[Records from a data collection]
*** Block opens ***

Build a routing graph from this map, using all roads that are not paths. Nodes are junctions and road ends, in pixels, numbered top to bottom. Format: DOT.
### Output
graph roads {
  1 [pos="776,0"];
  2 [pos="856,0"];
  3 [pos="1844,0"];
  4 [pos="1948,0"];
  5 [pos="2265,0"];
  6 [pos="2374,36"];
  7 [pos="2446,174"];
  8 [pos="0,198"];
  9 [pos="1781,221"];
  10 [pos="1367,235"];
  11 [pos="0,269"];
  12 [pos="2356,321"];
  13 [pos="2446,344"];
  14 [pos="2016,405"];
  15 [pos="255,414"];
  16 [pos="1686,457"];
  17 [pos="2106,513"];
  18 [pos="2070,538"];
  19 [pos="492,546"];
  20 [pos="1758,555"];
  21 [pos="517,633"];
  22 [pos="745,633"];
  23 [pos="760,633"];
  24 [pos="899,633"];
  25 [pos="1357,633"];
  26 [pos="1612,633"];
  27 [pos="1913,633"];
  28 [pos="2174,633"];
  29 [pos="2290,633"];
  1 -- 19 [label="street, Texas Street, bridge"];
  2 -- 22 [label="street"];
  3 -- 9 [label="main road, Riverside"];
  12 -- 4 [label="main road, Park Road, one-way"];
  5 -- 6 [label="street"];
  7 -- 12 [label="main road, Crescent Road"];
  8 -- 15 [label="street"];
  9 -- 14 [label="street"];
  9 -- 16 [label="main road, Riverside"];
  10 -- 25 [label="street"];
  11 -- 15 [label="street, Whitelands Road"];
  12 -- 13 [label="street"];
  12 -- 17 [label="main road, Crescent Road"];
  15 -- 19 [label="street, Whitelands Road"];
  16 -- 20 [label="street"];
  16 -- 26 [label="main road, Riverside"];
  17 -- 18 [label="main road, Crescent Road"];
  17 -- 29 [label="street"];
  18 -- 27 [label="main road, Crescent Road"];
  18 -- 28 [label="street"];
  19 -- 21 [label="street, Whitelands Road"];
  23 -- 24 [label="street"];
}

*** Block closes ***

• [BRIEF]:
Note how many lines in the data above have the string "Riverside" in them, and give that number by itself.

• [SOLUTION FOR THIS EXERCISE]:
3